Hulu M&A Hunger Games

After Disney C.E.O. Bob Iger took the gloves off and announced that all options are on the table regarding Hulu, conversations around the streamer’s future have been fairly myopic.
After Disney C.E.O. Bob Iger took the gloves off and announced that all options are on the table regarding Hulu, conversations around the streamer’s future have been fairly myopic. Photo: Gilbert Flores
Julia Alexander
March 14, 2023

Ever since Disney’s most recent earnings call, wherein C.E.O. Bob Iger finally took off the gloves and announced that all options are on the table regarding Hulu, conversations about the streamer’s future have been fairly binary—conventional wisdom suggests that Disney, which owns two-third of the business, either buys out Comcast, which owns the remaining third, or vice versa. And, sure, it’s entirely possible that one of these two outcomes could occur. But the reality, as Iger was presumably insinuating, is that neither plan is perfect for the stakeholders involved, or even Hulu itself, for that matter. 

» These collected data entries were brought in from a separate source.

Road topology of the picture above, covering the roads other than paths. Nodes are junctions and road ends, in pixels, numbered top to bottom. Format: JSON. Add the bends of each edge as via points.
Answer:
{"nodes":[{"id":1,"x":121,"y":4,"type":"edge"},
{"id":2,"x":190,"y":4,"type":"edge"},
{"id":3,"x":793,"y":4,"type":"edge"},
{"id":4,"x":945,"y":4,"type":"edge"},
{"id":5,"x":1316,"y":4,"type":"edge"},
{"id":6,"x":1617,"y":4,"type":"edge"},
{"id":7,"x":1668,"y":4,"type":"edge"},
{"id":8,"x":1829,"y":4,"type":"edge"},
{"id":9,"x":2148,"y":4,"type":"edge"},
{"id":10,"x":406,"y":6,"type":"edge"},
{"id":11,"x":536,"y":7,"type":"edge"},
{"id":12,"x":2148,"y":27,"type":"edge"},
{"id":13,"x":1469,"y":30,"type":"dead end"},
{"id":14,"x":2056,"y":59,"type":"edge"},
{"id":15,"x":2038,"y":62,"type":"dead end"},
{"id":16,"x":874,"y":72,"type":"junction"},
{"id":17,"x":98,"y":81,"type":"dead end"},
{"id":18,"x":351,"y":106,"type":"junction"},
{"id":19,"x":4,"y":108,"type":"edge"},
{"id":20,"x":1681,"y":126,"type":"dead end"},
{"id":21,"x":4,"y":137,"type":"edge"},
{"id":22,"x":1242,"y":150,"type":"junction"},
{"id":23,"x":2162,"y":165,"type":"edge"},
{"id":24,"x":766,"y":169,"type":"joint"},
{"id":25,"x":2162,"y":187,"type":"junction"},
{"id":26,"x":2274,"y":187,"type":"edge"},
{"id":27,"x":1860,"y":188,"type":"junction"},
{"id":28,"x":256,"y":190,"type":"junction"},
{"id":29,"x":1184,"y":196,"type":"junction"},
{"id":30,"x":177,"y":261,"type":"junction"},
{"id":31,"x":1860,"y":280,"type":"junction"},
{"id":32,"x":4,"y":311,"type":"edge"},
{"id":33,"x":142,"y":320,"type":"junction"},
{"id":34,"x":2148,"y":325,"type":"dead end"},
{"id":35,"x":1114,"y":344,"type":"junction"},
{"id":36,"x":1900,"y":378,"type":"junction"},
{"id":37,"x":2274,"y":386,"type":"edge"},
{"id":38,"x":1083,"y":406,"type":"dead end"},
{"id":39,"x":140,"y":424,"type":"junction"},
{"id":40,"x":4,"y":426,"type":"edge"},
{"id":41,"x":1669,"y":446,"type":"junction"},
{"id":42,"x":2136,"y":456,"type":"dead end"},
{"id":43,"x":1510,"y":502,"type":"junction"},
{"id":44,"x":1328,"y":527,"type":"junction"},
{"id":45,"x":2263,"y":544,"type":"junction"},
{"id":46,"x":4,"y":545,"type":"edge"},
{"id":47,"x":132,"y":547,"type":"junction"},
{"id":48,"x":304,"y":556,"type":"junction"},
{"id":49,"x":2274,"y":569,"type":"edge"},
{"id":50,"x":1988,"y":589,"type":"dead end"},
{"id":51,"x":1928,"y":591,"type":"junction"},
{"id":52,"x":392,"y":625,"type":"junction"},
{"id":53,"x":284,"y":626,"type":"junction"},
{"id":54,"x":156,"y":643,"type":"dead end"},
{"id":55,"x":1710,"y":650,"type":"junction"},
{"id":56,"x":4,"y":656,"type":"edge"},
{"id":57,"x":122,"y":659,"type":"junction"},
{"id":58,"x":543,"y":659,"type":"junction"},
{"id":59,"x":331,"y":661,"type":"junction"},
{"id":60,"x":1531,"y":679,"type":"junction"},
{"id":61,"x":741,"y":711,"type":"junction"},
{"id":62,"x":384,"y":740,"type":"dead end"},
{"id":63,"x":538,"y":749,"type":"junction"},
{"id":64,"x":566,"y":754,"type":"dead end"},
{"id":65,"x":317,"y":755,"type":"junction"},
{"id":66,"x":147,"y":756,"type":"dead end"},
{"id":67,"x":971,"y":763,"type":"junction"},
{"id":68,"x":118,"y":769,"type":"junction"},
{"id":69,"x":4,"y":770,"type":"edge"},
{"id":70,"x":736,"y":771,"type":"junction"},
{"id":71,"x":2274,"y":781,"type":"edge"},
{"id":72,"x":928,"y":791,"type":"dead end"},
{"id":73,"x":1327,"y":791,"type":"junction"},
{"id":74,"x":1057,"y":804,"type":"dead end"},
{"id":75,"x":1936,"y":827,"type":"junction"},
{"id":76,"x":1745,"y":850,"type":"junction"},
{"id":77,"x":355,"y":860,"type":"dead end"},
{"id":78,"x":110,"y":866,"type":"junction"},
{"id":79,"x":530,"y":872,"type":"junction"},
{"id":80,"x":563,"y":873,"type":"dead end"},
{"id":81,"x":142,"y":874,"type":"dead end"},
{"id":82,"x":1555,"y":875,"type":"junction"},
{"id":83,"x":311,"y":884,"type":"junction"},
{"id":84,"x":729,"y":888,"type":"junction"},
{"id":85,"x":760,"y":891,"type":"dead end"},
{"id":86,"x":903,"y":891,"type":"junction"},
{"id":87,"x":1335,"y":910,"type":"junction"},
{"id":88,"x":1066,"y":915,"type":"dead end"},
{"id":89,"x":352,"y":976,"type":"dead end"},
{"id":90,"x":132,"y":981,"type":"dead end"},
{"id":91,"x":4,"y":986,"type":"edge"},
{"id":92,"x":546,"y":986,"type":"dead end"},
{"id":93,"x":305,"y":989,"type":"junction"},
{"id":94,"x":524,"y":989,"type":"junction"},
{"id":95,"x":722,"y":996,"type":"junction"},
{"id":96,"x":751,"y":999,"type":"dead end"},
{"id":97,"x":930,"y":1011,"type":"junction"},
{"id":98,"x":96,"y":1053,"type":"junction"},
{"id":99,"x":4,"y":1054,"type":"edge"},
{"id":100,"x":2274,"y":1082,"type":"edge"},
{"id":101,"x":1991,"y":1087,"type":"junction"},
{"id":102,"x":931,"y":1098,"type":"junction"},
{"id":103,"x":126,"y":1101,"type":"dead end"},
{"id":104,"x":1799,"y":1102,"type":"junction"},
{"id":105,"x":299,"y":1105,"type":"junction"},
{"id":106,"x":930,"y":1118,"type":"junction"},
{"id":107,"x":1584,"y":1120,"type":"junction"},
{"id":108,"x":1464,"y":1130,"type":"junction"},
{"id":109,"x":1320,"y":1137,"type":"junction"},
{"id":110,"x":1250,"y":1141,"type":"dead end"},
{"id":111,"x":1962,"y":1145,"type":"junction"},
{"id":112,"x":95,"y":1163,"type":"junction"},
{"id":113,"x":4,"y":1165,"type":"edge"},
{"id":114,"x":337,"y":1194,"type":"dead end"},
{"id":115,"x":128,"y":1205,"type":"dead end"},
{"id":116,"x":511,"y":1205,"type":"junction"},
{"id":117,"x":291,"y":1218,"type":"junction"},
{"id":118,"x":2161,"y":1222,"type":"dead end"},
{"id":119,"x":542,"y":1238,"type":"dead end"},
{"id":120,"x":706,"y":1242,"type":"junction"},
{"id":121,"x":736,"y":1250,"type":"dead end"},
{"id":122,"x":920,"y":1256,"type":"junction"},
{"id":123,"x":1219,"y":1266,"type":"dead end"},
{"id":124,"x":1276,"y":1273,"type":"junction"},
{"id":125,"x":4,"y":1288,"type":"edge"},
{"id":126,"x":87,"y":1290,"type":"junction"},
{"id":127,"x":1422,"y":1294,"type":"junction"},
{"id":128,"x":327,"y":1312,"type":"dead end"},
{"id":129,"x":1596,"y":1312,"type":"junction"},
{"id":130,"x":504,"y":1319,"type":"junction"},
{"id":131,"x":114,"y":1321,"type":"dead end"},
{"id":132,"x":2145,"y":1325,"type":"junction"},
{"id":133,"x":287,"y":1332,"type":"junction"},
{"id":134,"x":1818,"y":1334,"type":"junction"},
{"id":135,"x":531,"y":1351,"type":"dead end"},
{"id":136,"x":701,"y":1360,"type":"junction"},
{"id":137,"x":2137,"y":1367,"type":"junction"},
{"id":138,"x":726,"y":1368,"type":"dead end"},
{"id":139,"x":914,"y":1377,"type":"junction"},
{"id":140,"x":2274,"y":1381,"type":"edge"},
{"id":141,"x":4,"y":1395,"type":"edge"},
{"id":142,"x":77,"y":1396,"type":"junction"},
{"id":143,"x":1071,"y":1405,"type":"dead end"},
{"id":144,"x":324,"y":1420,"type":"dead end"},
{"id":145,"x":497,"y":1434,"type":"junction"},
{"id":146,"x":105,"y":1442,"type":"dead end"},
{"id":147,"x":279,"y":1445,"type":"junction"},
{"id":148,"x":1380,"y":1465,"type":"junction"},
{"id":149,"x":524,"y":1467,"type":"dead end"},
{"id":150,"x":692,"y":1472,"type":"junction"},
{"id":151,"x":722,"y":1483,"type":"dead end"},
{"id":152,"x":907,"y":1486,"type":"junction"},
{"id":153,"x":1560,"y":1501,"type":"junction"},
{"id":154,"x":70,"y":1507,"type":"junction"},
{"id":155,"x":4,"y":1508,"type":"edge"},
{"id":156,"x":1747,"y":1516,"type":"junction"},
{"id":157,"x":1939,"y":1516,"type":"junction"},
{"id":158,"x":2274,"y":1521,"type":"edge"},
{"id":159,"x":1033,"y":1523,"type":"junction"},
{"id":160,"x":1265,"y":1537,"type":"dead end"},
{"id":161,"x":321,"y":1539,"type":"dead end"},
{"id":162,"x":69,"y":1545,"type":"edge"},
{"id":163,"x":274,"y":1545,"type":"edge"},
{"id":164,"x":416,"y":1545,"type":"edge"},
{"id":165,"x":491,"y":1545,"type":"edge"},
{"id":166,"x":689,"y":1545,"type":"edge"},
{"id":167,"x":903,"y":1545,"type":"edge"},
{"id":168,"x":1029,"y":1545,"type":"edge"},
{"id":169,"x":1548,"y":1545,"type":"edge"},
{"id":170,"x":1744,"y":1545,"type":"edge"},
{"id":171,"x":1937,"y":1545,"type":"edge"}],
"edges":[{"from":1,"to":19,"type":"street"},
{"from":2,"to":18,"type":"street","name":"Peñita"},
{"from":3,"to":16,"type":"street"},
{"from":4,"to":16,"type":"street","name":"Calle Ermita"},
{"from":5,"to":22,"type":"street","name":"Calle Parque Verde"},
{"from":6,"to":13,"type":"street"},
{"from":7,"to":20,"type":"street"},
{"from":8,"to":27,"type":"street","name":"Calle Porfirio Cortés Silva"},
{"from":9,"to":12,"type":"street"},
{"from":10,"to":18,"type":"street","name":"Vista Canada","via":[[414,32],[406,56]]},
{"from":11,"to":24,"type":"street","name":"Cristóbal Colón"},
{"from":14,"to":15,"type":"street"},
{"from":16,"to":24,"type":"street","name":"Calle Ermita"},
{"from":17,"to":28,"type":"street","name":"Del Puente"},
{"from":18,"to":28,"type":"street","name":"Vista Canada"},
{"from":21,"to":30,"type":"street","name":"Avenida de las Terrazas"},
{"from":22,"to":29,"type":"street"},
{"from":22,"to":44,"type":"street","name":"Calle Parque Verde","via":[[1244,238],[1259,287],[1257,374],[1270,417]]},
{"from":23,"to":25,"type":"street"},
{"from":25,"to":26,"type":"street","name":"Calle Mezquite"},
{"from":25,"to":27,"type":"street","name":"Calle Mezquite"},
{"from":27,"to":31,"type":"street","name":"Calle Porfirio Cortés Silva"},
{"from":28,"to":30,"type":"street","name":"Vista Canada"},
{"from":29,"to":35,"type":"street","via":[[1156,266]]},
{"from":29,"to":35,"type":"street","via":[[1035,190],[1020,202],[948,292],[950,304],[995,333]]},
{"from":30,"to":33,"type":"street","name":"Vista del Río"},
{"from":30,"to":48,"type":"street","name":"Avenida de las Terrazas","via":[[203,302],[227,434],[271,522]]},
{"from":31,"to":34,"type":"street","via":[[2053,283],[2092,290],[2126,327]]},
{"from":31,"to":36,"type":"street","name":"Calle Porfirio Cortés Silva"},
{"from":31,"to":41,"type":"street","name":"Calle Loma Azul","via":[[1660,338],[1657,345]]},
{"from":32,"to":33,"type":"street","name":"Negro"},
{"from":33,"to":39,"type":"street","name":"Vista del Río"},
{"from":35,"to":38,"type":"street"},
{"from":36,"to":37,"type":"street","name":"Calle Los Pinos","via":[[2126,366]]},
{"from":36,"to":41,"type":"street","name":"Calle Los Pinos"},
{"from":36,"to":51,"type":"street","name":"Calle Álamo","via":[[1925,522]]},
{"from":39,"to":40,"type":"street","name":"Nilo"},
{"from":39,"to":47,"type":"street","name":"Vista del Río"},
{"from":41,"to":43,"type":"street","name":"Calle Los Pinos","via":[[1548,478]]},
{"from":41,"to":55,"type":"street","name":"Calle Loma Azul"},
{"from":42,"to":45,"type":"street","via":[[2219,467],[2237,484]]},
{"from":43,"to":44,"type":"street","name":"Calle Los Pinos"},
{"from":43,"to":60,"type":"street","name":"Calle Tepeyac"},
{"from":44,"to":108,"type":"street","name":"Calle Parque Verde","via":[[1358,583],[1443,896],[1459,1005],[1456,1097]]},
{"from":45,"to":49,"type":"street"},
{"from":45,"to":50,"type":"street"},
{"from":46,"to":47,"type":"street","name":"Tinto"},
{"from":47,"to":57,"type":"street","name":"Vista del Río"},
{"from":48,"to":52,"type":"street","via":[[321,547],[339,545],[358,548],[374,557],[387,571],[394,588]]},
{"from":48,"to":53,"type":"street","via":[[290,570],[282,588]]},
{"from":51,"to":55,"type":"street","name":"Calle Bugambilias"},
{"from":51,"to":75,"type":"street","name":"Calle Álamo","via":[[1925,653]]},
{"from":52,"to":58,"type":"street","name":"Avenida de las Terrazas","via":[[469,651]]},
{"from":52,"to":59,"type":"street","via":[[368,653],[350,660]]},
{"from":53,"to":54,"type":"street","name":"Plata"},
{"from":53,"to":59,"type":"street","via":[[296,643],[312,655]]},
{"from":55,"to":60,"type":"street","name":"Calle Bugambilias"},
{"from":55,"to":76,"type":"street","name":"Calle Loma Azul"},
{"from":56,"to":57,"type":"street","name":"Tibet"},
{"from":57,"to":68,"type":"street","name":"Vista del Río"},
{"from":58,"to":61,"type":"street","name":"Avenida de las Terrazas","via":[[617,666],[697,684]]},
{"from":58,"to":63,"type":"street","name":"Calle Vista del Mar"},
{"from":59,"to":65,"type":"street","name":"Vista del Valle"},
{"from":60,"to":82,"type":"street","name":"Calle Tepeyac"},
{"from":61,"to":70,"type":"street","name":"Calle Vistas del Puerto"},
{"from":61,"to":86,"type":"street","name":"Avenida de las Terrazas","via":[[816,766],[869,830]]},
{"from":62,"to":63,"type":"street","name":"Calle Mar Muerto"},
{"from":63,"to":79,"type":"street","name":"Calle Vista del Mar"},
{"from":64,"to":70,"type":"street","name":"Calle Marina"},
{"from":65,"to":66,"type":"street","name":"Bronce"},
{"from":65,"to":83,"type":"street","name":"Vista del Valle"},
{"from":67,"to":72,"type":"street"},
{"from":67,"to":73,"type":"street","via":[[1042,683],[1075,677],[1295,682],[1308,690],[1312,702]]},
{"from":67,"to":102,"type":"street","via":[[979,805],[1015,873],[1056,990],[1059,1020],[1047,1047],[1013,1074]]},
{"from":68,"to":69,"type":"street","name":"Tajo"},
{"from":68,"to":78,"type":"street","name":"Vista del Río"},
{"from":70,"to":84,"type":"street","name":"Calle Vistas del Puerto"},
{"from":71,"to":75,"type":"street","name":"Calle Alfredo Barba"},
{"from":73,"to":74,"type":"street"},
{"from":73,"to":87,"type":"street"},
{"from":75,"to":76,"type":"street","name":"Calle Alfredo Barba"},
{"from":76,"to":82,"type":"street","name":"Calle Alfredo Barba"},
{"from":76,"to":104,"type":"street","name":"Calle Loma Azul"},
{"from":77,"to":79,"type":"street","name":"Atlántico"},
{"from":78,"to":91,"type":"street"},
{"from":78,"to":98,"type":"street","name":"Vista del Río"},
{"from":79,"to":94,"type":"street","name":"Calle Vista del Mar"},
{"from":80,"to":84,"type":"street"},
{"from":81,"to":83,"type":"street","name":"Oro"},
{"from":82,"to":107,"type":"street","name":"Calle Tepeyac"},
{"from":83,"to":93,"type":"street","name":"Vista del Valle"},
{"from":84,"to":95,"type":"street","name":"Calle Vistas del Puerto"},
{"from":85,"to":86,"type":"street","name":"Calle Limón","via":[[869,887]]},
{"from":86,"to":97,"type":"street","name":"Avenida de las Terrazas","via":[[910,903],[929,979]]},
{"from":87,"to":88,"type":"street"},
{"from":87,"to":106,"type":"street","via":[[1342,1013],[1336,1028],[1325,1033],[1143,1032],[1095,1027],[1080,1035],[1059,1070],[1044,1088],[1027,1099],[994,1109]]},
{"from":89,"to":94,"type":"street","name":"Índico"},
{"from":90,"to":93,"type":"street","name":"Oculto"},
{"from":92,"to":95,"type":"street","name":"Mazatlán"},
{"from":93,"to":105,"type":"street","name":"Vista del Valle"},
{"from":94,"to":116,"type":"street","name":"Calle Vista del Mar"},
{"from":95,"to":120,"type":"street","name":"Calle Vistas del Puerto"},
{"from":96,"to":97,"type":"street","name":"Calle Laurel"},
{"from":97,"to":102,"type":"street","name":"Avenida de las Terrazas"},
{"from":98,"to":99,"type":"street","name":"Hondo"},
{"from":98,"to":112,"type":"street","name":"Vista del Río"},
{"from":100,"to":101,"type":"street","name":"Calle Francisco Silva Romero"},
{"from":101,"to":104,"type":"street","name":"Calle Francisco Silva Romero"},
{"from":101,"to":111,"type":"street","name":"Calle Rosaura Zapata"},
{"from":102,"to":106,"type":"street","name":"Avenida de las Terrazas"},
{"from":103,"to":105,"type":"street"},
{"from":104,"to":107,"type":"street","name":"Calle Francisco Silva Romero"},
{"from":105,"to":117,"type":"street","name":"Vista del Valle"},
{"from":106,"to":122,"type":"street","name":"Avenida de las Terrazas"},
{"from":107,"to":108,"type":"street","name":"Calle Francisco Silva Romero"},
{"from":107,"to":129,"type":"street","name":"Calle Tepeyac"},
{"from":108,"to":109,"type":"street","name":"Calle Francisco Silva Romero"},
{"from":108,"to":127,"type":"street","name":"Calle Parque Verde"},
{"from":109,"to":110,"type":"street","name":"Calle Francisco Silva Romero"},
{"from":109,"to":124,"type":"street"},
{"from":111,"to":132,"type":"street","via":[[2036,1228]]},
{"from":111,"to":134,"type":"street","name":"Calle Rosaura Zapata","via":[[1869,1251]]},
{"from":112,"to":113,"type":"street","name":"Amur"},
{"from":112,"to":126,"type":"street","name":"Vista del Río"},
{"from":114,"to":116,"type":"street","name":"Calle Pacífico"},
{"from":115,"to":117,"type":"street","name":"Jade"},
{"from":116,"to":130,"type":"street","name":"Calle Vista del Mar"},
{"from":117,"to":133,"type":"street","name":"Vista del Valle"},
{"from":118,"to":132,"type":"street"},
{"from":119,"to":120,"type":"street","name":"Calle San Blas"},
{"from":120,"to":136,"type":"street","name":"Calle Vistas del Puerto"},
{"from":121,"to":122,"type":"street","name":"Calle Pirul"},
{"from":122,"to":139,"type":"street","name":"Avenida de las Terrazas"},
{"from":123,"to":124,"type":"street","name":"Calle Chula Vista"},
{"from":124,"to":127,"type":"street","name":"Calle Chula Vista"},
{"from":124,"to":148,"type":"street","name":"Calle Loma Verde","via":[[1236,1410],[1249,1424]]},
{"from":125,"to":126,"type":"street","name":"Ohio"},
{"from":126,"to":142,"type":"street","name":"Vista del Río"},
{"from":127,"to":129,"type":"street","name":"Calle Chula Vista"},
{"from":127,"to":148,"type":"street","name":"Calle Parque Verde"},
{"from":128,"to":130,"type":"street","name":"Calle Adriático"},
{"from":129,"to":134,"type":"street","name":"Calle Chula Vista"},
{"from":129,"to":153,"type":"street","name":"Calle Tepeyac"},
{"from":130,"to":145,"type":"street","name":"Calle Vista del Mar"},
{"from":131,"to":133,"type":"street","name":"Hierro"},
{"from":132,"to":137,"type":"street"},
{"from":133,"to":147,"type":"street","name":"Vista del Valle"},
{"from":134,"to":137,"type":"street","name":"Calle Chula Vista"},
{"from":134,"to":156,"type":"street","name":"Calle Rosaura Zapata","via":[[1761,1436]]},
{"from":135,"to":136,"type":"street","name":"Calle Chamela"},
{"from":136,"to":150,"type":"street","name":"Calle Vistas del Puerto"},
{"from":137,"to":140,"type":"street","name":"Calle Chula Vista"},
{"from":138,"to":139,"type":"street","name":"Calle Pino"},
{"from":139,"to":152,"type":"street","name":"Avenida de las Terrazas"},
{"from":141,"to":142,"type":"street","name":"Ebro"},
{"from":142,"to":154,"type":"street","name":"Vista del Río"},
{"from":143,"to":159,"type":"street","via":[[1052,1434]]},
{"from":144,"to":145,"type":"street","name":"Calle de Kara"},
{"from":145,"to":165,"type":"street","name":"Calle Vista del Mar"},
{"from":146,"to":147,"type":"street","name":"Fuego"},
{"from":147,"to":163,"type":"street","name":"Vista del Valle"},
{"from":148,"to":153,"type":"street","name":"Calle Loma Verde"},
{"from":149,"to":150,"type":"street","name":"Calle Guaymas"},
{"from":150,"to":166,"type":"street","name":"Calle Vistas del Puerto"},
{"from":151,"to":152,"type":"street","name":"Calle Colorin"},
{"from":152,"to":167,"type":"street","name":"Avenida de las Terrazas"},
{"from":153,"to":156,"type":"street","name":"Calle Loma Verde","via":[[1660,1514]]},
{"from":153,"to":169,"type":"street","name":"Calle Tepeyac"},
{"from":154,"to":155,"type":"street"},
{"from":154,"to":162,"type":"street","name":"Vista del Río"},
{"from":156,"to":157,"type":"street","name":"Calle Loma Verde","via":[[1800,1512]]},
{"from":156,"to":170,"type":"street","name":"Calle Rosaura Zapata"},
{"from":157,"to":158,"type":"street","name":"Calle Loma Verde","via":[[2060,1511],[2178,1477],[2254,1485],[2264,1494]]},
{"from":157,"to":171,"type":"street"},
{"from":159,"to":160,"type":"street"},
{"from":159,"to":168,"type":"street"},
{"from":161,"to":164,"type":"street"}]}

There are a multitude of reasons. Perhaps Disney, which seems to be optimizing free cash flow, could see the wisdom in forking over $9 billion for Hulu. But Iger also likely knows that the platform’s value has been reduced as competitors have pulled content to fuel their own streamers. Meanwhile, Comcast C.E.O. Brian Roberts probably doesn’t want to endure the extraordinary regulatory headaches of a $22 billion deal when the company likely needs to leverage its dry powder (and government relations) for a forthcoming conversation with Warner Bros. Discovery, as my Puck partner Bill Cohan has noted extensively, or perhaps Paramount Global.

And then there is Hulu itself, a business with divorced corporate parents—Roberts’ late-stage bid on 21st Century Fox forced Iger to shell out another $17 billion or so to acquire the company—with $90 billion in debt that made a whole lot more sense in the pre-everyone-has-their-own-streaming platform era, as the sort of Spotify of linear. Alas, all the effort in originals has yet to elevate it beyond that initial value point.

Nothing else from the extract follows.